[Task to complete] Starting at the line with "Which roads connect", repeat every line exactly until the records end, including the last one.

[Data provided]
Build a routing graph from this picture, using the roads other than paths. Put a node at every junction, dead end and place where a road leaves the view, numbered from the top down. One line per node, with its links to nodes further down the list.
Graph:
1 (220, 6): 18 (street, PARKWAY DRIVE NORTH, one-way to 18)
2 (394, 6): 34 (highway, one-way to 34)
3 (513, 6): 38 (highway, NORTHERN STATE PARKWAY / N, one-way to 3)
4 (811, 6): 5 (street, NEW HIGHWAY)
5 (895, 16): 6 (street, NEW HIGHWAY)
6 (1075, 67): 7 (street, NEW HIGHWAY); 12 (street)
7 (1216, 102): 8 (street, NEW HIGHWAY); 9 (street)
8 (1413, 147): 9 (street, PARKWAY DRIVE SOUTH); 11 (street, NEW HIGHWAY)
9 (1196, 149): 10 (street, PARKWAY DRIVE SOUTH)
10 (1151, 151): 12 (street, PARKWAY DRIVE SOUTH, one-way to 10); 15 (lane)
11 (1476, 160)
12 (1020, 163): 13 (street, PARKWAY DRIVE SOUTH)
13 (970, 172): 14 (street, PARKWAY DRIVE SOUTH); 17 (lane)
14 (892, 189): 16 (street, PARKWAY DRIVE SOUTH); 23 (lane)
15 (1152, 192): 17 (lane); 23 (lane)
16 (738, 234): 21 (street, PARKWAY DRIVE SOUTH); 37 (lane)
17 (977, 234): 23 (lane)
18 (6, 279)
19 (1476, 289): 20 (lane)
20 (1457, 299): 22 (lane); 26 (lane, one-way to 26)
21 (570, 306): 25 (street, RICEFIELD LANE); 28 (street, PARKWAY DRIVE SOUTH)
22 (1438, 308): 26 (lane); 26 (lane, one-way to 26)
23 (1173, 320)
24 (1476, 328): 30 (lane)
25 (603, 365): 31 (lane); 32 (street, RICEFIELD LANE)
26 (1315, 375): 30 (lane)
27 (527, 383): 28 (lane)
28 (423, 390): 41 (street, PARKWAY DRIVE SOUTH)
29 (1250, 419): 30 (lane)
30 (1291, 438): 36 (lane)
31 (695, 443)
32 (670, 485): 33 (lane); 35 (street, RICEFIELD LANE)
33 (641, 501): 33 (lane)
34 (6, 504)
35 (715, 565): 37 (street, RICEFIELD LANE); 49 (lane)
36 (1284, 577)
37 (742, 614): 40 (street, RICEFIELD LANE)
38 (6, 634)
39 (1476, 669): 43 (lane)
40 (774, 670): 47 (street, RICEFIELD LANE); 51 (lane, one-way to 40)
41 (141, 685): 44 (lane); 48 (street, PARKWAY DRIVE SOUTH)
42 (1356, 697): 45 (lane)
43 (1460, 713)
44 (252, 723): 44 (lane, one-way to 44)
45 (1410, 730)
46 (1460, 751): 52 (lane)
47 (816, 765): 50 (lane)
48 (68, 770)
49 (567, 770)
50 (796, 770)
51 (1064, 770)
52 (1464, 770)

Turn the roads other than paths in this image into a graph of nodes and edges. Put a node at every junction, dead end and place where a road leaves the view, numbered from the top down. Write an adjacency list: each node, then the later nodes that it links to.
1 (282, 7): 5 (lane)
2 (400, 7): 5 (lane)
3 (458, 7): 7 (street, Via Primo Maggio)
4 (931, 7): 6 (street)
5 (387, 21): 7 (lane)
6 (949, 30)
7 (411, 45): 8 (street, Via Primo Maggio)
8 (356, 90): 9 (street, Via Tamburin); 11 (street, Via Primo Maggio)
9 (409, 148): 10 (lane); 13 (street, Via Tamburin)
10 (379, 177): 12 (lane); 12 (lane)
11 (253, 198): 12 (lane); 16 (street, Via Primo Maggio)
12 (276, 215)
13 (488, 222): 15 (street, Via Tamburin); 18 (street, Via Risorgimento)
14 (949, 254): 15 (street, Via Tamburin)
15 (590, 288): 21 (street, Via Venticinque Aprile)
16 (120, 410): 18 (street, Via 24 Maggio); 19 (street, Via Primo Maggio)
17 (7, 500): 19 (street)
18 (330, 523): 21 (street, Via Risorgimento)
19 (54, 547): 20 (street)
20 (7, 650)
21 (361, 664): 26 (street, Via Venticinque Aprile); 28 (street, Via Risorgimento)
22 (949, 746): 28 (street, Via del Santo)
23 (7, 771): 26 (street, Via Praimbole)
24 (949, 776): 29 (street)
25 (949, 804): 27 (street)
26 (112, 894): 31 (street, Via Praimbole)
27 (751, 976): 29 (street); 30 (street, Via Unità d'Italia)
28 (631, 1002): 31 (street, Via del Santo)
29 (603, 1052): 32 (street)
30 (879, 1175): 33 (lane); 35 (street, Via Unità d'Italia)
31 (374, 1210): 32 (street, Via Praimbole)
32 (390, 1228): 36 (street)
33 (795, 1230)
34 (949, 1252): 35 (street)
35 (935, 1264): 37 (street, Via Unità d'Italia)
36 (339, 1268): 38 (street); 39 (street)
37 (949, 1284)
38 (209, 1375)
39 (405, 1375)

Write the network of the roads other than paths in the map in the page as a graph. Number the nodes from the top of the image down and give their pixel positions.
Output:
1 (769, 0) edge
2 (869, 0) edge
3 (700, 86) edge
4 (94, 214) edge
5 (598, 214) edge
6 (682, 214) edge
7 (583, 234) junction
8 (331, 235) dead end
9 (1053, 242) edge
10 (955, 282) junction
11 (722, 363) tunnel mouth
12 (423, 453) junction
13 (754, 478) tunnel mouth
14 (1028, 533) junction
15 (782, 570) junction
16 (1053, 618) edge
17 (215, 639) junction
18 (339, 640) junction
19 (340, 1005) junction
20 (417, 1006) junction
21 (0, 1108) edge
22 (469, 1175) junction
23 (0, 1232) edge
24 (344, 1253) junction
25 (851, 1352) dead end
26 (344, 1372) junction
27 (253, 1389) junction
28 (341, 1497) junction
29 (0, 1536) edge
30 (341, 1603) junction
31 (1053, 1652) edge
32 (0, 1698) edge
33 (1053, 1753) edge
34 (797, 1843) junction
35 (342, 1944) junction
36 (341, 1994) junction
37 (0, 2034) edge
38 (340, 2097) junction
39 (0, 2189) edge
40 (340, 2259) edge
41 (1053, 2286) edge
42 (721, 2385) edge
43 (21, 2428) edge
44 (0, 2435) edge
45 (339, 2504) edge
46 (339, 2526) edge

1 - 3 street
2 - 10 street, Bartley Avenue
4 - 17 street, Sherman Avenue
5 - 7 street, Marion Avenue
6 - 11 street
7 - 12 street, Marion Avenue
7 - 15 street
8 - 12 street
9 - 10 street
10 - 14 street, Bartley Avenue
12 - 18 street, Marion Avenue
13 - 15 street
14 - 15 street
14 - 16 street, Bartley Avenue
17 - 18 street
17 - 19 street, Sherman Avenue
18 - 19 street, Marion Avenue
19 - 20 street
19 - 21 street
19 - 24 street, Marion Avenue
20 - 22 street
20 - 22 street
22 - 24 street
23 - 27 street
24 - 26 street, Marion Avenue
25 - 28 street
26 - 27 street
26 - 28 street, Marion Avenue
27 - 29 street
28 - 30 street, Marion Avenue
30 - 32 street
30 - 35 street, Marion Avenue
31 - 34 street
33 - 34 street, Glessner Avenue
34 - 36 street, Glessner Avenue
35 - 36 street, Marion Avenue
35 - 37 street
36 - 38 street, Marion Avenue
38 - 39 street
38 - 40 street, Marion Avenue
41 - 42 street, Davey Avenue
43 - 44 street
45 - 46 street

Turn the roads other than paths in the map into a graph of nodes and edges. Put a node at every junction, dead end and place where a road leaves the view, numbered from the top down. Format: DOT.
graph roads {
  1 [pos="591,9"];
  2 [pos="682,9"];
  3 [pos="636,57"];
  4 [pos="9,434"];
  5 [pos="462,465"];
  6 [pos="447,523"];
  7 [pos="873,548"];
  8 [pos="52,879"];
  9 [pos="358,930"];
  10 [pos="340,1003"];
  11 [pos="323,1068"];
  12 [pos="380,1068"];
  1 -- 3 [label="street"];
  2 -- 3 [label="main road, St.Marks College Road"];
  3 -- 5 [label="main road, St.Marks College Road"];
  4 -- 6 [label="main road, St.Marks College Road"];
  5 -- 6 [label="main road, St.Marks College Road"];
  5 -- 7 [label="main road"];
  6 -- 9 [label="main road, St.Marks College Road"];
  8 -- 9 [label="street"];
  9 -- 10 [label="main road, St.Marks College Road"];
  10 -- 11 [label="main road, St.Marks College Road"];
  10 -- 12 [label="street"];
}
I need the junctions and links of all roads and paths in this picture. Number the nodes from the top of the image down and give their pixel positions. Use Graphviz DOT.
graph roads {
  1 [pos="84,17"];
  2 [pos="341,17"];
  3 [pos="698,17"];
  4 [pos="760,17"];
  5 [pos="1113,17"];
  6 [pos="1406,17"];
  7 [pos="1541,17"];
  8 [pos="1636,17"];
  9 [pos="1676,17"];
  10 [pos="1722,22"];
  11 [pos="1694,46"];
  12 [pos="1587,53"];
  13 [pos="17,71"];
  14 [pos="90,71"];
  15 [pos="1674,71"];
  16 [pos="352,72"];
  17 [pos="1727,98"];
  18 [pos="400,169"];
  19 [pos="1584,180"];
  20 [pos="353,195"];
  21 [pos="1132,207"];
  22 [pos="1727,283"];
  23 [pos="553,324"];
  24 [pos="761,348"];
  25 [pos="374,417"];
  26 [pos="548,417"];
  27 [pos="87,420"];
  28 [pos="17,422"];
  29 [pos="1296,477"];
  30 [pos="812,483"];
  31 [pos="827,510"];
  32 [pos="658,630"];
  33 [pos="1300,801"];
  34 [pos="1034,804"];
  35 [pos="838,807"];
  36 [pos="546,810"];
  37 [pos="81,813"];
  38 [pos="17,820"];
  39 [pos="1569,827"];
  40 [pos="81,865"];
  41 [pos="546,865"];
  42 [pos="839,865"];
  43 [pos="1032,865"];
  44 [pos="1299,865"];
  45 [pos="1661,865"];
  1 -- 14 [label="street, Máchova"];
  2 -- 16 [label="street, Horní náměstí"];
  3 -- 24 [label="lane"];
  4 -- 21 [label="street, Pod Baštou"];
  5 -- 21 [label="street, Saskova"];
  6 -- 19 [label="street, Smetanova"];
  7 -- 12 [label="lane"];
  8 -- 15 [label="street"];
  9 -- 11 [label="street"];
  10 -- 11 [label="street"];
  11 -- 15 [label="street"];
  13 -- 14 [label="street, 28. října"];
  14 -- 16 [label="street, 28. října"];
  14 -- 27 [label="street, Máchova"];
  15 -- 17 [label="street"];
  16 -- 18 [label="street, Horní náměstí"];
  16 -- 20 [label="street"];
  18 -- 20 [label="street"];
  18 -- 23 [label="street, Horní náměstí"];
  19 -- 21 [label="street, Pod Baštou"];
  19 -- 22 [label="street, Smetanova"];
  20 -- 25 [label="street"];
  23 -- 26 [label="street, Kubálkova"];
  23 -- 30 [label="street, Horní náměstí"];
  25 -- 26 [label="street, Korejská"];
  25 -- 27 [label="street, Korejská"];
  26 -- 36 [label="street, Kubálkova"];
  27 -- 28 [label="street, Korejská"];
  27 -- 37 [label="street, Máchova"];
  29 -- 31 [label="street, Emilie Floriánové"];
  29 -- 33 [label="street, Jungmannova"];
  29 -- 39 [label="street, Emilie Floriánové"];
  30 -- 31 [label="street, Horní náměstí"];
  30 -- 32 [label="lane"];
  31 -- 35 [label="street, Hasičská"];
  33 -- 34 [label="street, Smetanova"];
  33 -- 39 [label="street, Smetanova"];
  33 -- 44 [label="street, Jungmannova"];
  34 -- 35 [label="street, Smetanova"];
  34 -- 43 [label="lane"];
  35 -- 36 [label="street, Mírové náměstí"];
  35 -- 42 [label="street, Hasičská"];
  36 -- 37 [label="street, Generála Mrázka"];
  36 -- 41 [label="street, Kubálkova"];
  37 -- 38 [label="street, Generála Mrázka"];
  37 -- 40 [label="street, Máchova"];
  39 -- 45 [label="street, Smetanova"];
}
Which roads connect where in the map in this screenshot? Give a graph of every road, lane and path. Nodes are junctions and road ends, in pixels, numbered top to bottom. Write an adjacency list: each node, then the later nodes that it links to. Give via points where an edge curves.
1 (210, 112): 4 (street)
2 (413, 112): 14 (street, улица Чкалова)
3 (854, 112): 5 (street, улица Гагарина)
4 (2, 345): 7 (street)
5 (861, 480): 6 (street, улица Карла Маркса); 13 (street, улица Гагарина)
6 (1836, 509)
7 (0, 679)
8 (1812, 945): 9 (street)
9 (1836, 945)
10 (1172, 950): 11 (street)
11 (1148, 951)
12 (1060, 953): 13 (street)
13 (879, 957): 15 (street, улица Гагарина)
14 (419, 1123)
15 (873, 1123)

[Finished exercise]
Which roads connect where in the map in this screenshot? Give a graph of every road, lane and path. Nodes are junctions and road ends, in pixels, numbered top to bottom. Write an adjacency list: each node, then the later nodes that it links to. Give via points where an edge curves.
1 (210, 112): 4 (street)
2 (413, 112): 14 (street, улица Чкалова)
3 (854, 112): 5 (street, улица Гагарина)
4 (2, 345): 7 (street)
5 (861, 480): 6 (street, улица Карла Маркса); 13 (street, улица Гагарина)
6 (1836, 509)
7 (0, 679)
8 (1812, 945): 9 (street)
9 (1836, 945)
10 (1172, 950): 11 (street)
11 (1148, 951)
12 (1060, 953): 13 (street)
13 (879, 957): 15 (street, улица Гагарина)
14 (419, 1123)
15 (873, 1123)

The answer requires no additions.